#### TASK DESCRIPTION:
Skipping any pictures, give all of the records below again exactly.

#### TASK INPUTS:
☆ ☆ ☆
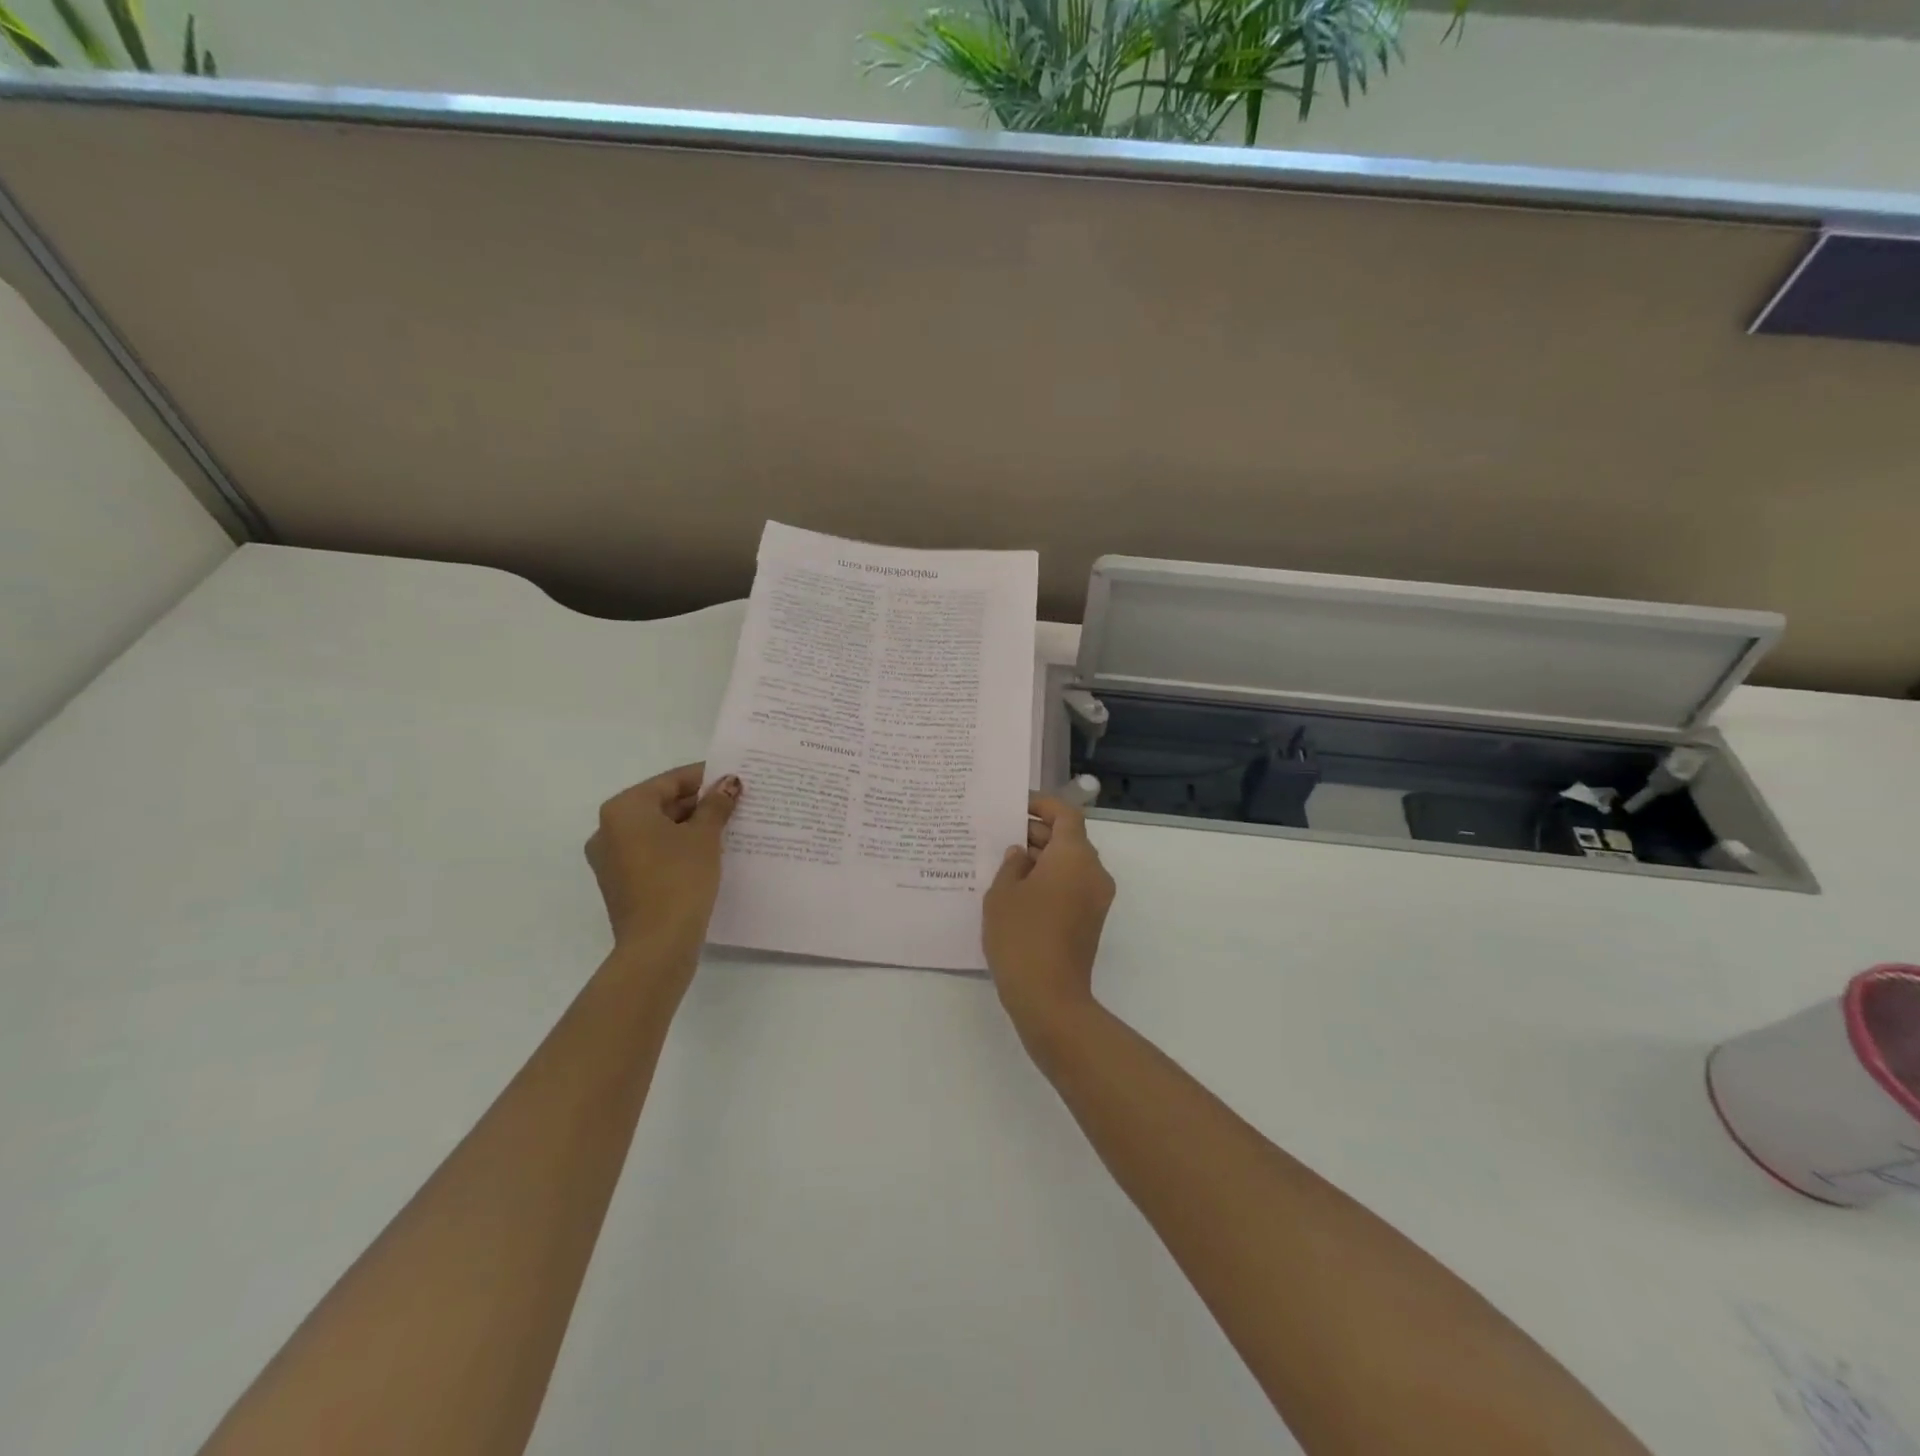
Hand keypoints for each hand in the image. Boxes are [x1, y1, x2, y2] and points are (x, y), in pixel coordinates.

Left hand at [585, 764, 741, 958]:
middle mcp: (608, 829)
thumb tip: (728, 783)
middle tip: (735, 804)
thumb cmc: (679, 878)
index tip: (733, 778)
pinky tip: (707, 853)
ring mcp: (611, 859)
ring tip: (727, 827)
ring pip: (657, 830)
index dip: (704, 777)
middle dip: (698, 804)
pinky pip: (652, 853)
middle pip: (661, 804)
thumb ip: (716, 805)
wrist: (658, 943)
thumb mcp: (704, 836)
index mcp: (624, 809)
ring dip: (690, 827)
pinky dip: (677, 848)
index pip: (670, 781)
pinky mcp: (621, 883)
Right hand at [983, 794, 1115, 1038]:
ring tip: (1006, 862)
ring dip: (1044, 857)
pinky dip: (1051, 879)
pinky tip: (1019, 890)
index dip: (1043, 805)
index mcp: (1074, 856)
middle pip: (1070, 839)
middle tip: (1003, 834)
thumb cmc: (1021, 936)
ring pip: (1071, 863)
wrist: (1050, 997)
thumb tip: (1022, 854)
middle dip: (1039, 832)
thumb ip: (1011, 865)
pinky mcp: (1092, 920)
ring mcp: (1097, 898)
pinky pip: (1073, 885)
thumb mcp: (1002, 893)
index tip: (1017, 806)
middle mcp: (1093, 871)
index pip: (1066, 815)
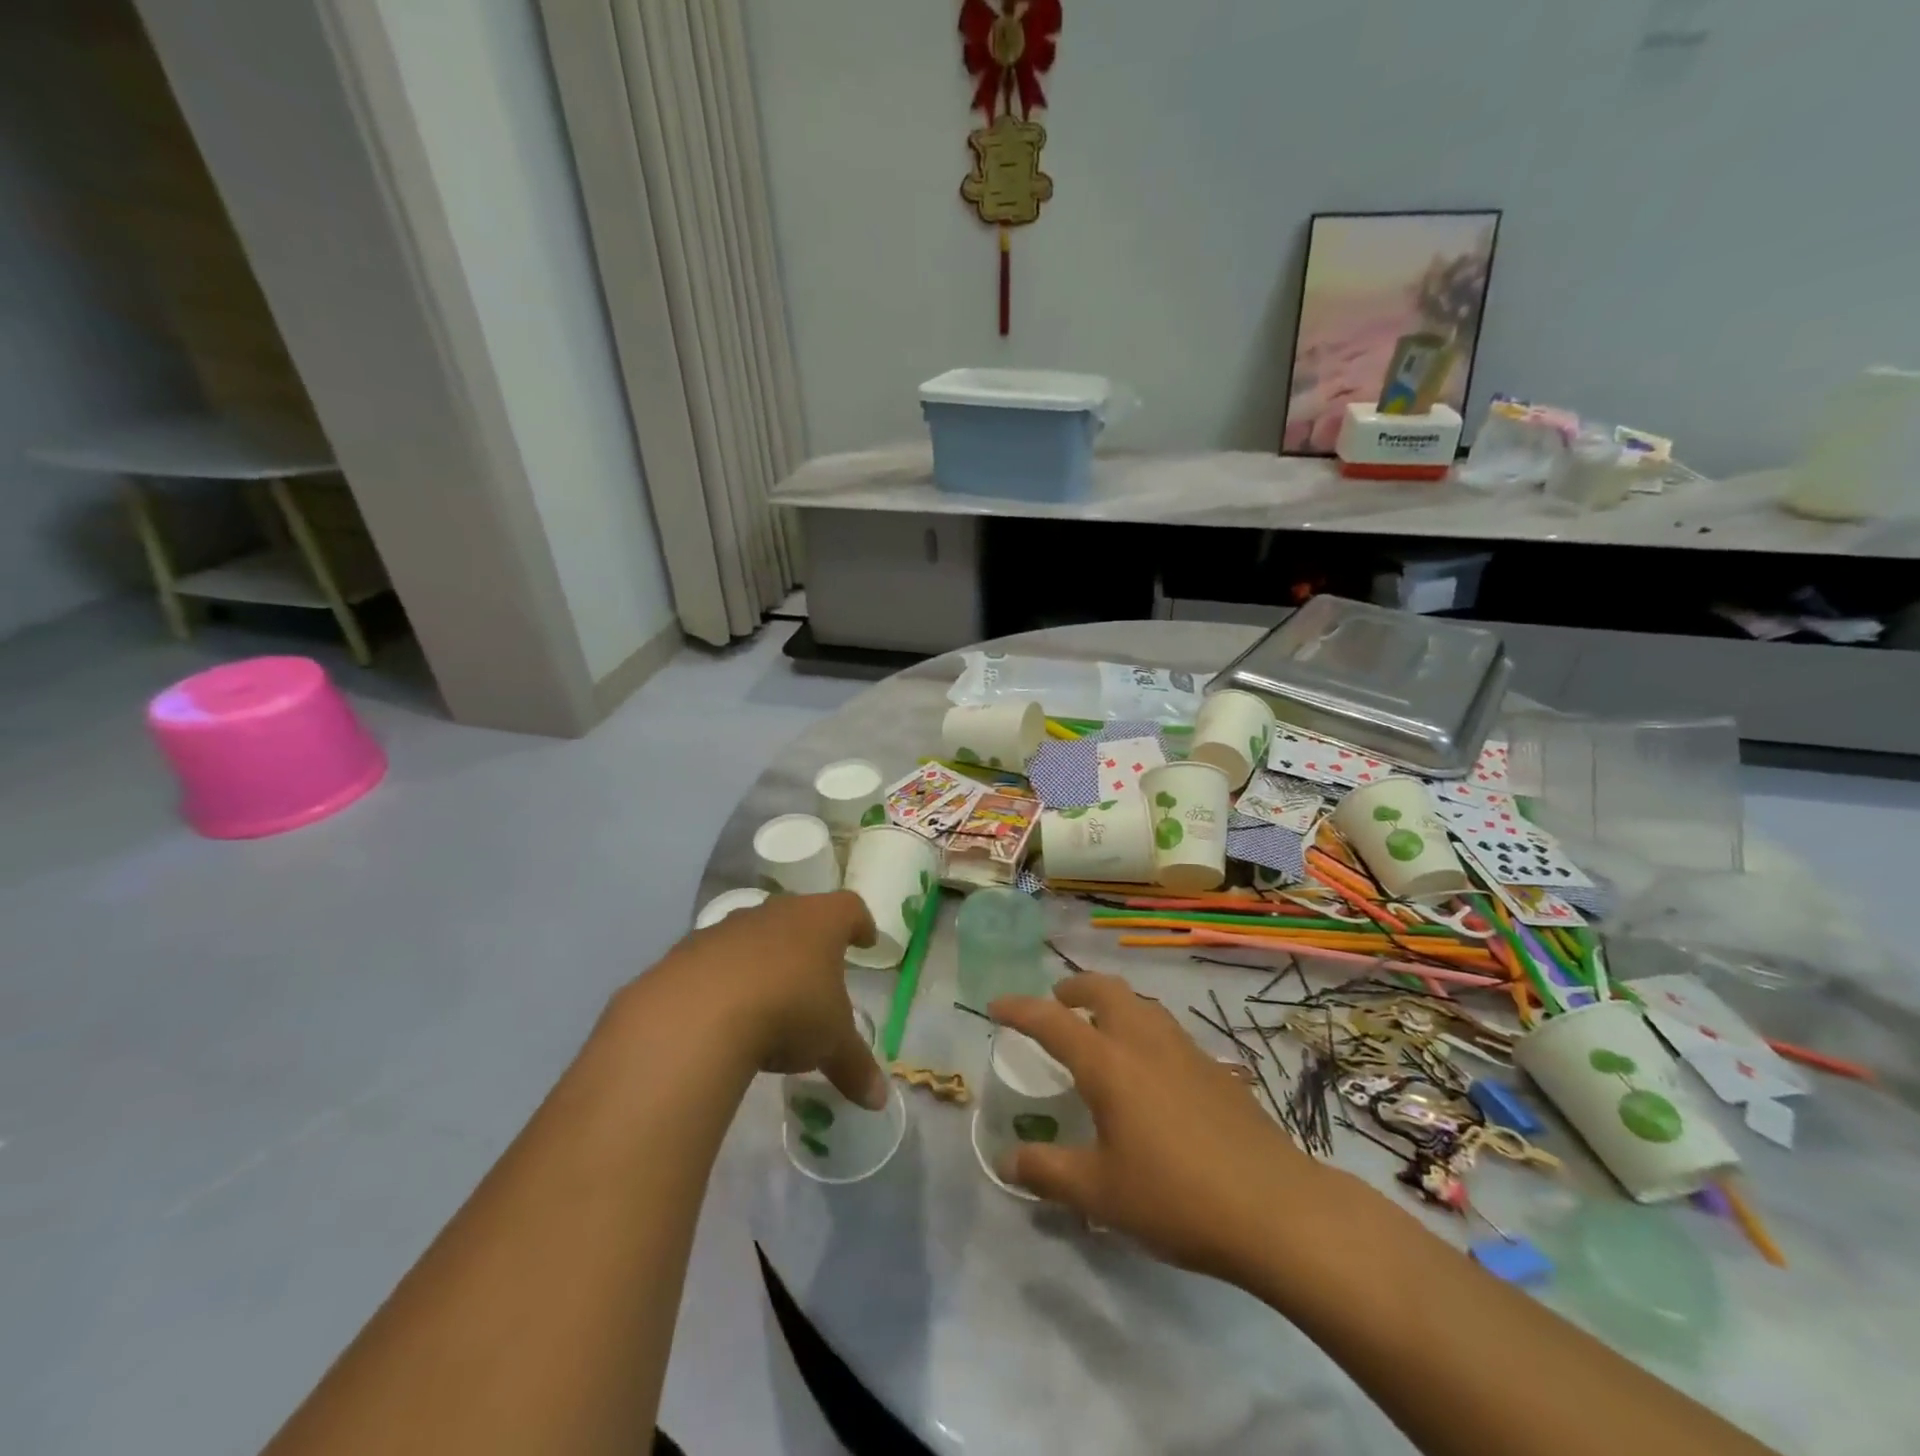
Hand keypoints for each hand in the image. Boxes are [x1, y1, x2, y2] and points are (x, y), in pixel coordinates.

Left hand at [652, 891, 886, 1108]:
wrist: (696, 1015)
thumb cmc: (787, 1012)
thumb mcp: (831, 1044)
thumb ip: (855, 1066)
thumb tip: (879, 1098)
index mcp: (820, 921)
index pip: (849, 909)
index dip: (860, 924)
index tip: (865, 940)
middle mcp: (776, 913)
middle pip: (799, 915)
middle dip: (809, 939)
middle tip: (817, 968)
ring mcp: (728, 927)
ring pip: (754, 934)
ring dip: (763, 956)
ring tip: (768, 993)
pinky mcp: (688, 950)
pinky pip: (714, 959)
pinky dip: (723, 977)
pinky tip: (722, 1011)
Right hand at [990, 974, 1344, 1287]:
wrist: (1275, 1208)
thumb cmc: (1175, 1197)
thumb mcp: (1100, 1194)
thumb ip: (1047, 1172)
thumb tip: (1006, 1159)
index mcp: (1109, 1063)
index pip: (1052, 1021)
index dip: (1020, 1009)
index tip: (997, 1005)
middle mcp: (1145, 1042)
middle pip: (1106, 989)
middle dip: (1075, 987)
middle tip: (1058, 1002)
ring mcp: (1186, 1050)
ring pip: (1142, 1004)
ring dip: (1114, 1003)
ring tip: (1102, 1030)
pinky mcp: (1216, 1069)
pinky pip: (1167, 1030)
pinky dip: (1144, 1029)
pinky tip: (1151, 1070)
☆ ☆ ☆
#### EXERCISE RESULT:
Hand keypoints for each hand in the image. Boxes are [x1, y1, x2, y2] and points are (x, y), in pixel coordinates.

Left hand at [585, 764, 741, 958]:
middle mcp: (608, 829)
thumb tip: (728, 783)
middle tip: (735, 804)
thumb cmc: (679, 878)
index tip: (733, 778)
pinky tip: (707, 853)
ring mcp: (611, 859)
ring tip: (727, 827)
ring pip: (657, 830)
index dip: (704, 777)
middle dip: (698, 804)
pinky pip: (652, 853)
middle pip: (661, 804)
thumb ip: (716, 805)
wrist: (658, 943)
thumb mcp: (704, 836)
index mcp: (624, 809)
ring dip: (690, 827)
pinky dip: (677, 848)
index pip: (670, 781)
pinky mcp: (621, 883)
Right hand at [983, 794, 1115, 1038]:
ring tip: (1006, 862)
ring dip: (1044, 857)
pinky dip: (1051, 879)
pinky tip: (1019, 890)
index dip: (1043, 805)
index mcp: (1074, 856)
middle pip: (1070, 839)
middle tip: (1003, 834)
thumb cmc: (1021, 936)
ring pip: (1071, 863)
wrist: (1050, 997)
thumb tip: (1022, 854)
middle dip: (1039, 832)
thumb ip: (1011, 865)
pinky mcp: (1092, 920)
ring mcp: (1097, 898)
pinky pip: (1073, 885)
thumb mcp: (1002, 893)
index tip: (1017, 806)
middle mcp: (1093, 871)
index pip: (1066, 815)
Hand keypoints for each hand in the image. Boxes are [x1, y1, x2, y2] and points are (x, y), in pixel coordinates.

Left hand at [652, 891, 886, 1108]:
wrist: (696, 1015)
thumb cmc: (787, 1012)
thumb mcp: (831, 1044)
thumb ip: (855, 1066)
thumb tip: (879, 1098)
index mcp: (820, 921)
index pip: (849, 909)
index dip: (860, 924)
index tip: (865, 940)
middle mcp: (776, 913)
middle pip: (799, 915)
middle dip: (809, 939)
middle tip: (817, 968)
ring mcp: (728, 927)
ring pip: (754, 934)
ring dip: (763, 956)
ring tip: (768, 993)
pinky mcp: (688, 950)
pinky pip: (714, 959)
pinky dip: (723, 977)
pinky tip: (722, 1011)
Right hand at [990, 974, 1344, 1287]:
wrist: (1275, 1208)
thumb cmc: (1175, 1197)
thumb mcp: (1100, 1194)
thumb ip: (1047, 1172)
thumb tip: (1006, 1159)
index mcp: (1109, 1063)
index pip: (1052, 1021)
index dip: (1020, 1009)
index tip: (997, 1005)
middle mcp: (1145, 1042)
middle pip: (1106, 989)
middle dip: (1075, 987)
middle tip: (1058, 1002)
ring mcp: (1186, 1050)
ring pip: (1142, 1004)
ring dip: (1114, 1003)
ring tip: (1102, 1030)
pinky mcp: (1216, 1069)
pinky pip: (1167, 1030)
pinky dip: (1144, 1029)
pinky tip: (1151, 1070)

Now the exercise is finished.